[Collected data entries]
Start of Block
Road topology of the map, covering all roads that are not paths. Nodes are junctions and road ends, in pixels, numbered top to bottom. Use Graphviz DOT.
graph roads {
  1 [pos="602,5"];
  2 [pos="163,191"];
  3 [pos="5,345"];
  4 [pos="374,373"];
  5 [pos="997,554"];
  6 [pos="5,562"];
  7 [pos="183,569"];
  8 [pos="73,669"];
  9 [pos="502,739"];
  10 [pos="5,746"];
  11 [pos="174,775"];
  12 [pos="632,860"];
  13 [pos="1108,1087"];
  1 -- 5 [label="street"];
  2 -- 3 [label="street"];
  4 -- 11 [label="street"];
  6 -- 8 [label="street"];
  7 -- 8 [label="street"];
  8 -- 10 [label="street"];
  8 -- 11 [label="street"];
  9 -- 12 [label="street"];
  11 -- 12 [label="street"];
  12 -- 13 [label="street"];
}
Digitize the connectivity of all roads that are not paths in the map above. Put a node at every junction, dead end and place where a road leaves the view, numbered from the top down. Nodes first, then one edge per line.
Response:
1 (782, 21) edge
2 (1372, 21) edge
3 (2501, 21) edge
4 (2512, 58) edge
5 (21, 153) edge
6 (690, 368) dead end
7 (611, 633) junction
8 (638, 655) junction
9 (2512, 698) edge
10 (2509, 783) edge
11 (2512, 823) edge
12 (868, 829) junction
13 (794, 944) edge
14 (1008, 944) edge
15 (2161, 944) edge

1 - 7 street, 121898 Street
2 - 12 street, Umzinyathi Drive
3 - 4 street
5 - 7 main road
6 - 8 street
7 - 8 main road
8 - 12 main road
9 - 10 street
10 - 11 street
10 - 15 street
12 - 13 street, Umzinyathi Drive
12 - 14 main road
End of Block
**WHAT TO WORK ON:**
All of the data above needs to be retyped exactly, with each line as it stands.

**SOLUTION TO THE EXERCISE:**
Road topology of the map, covering all roads that are not paths. Nodes are junctions and road ends, in pixels, numbered top to bottom. Use Graphviz DOT.
graph roads {
  1 [pos="602,5"];
  2 [pos="163,191"];
  3 [pos="5,345"];
  4 [pos="374,373"];
  5 [pos="997,554"];
  6 [pos="5,562"];
  7 [pos="183,569"];
  8 [pos="73,669"];
  9 [pos="502,739"];
  10 [pos="5,746"];
  11 [pos="174,775"];
  12 [pos="632,860"];
  13 [pos="1108,1087"];
  1 -- 5 [label="street"];
  2 -- 3 [label="street"];
  4 -- 11 [label="street"];
  6 -- 8 [label="street"];
  7 -- 8 [label="street"];
  8 -- 10 [label="street"];
  8 -- 11 [label="street"];
  9 -- 12 [label="street"];
  11 -- 12 [label="street"];
  12 -- 13 [label="street"];
}
Digitize the connectivity of all roads that are not paths in the map above. Put a node at every junction, dead end and place where a road leaves the view, numbered from the top down. Nodes first, then one edge per line.
Response:
1 (782, 21) edge
2 (1372, 21) edge
3 (2501, 21) edge
4 (2512, 58) edge
5 (21, 153) edge
6 (690, 368) dead end
7 (611, 633) junction
8 (638, 655) junction
9 (2512, 698) edge
10 (2509, 783) edge
11 (2512, 823) edge
12 (868, 829) junction
13 (794, 944) edge
14 (1008, 944) edge
15 (2161, 944) edge

1 - 7 street, 121898 Street
2 - 12 street, Umzinyathi Drive
3 - 4 street
5 - 7 main road
6 - 8 street
7 - 8 main road
8 - 12 main road
9 - 10 street
10 - 11 street
10 - 15 street
12 - 13 street, Umzinyathi Drive
12 - 14 main road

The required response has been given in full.